GIVEN DATA -

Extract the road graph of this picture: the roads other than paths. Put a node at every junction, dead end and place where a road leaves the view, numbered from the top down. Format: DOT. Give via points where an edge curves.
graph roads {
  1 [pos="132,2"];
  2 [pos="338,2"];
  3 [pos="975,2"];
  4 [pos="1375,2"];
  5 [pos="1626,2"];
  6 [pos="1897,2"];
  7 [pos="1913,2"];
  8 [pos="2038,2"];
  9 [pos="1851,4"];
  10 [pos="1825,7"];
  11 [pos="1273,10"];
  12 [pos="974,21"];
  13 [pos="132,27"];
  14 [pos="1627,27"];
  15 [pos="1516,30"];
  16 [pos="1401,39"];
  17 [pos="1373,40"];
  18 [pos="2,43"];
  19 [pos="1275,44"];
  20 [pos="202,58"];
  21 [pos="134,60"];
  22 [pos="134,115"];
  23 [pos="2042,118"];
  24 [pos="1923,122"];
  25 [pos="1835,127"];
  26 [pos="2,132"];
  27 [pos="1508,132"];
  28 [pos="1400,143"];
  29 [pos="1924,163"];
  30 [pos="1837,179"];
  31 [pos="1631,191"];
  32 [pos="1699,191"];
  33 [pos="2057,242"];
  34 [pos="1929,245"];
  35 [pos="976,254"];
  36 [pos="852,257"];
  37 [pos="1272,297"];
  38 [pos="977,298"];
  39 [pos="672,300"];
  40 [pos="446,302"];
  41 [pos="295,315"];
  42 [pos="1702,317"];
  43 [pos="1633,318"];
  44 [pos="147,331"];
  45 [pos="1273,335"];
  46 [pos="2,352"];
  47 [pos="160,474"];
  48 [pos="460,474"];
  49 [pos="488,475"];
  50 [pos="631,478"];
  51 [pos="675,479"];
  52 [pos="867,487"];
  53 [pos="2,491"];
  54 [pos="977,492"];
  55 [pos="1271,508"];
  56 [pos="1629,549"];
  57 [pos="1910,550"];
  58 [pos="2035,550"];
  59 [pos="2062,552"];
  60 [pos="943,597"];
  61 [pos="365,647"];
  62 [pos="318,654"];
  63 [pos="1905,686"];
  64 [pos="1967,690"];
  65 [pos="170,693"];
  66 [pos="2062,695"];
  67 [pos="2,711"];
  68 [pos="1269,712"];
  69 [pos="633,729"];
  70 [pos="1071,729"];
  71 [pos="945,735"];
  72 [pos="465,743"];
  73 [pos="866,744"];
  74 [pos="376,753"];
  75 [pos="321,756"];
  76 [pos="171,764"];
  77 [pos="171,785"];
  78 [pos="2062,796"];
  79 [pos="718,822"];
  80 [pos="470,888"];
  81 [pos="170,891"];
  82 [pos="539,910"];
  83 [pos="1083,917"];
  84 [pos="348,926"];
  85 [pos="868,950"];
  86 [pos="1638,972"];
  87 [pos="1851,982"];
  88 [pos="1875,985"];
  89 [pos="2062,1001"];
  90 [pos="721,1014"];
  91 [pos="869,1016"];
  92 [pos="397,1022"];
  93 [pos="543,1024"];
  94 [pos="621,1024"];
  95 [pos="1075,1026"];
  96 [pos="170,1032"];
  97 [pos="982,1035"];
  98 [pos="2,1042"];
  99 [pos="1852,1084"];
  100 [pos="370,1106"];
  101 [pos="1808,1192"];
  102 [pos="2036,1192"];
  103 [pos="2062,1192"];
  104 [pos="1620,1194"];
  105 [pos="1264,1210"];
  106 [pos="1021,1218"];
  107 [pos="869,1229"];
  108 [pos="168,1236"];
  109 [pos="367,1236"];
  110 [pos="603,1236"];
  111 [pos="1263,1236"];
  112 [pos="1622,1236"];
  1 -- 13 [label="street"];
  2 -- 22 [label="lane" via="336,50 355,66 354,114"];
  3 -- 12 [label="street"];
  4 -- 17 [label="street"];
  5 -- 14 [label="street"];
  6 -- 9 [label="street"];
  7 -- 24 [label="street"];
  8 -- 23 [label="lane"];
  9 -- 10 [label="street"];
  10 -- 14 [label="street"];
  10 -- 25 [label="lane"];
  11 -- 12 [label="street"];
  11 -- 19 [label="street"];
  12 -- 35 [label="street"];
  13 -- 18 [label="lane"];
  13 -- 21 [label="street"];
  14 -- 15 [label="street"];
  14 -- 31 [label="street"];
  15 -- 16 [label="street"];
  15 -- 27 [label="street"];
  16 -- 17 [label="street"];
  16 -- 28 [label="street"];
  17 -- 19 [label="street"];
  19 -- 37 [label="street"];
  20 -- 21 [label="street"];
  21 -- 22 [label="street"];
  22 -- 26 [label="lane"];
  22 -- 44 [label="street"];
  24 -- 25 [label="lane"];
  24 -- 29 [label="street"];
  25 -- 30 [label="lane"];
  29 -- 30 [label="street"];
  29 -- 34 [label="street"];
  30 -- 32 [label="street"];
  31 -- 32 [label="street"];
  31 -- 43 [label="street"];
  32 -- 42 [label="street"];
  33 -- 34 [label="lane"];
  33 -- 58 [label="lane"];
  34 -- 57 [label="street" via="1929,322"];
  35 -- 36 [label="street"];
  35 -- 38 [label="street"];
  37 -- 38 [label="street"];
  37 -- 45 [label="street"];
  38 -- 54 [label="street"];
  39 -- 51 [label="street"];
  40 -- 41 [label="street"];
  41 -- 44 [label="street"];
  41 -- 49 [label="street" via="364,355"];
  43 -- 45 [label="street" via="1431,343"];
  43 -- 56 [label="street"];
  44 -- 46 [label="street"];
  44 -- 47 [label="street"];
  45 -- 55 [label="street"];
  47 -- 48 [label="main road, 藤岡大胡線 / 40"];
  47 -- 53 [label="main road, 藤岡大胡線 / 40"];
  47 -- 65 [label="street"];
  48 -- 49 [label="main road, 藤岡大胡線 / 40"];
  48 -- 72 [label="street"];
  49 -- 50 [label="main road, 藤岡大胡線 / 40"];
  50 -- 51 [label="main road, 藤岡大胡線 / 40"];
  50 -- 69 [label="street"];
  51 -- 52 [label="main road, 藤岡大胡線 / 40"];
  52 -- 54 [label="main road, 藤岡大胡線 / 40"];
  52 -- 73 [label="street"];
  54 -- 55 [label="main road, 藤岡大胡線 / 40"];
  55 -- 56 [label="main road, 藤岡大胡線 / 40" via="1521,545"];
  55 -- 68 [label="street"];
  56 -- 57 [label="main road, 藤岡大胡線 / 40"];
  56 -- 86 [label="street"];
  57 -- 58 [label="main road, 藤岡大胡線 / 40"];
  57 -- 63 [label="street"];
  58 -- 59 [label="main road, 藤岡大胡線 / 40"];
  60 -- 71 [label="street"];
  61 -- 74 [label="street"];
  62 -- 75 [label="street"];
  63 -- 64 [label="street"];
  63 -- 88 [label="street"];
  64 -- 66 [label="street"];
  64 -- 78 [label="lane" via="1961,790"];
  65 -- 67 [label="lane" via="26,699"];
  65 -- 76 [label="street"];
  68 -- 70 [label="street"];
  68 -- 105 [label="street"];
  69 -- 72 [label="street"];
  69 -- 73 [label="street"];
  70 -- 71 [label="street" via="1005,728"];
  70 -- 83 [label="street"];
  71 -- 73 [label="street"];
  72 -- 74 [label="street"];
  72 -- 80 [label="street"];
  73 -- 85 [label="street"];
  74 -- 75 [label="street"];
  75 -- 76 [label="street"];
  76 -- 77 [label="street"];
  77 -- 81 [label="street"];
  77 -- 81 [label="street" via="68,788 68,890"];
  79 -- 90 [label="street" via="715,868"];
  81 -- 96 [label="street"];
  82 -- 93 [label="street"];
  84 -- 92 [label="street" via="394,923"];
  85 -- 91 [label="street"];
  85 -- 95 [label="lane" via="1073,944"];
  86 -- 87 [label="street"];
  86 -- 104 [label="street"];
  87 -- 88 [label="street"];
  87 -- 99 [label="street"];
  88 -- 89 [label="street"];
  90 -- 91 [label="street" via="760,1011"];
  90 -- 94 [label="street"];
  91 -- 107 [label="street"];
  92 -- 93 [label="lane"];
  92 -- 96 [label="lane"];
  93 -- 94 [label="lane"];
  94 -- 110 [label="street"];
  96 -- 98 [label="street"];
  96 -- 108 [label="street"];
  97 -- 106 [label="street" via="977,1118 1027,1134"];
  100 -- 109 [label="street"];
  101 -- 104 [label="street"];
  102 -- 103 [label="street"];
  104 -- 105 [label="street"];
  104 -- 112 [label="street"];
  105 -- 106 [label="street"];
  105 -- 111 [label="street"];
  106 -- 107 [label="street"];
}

WHAT IS NEEDED - Report every line of the entries that carries the word "roads".

RESPONSE TO THE TASK -
Extract the road graph of this picture: the roads other than paths. Put a node at every junction, dead end and place where a road leaves the view, numbered from the top down. Format: DOT. Give via points where an edge curves.
graph roads {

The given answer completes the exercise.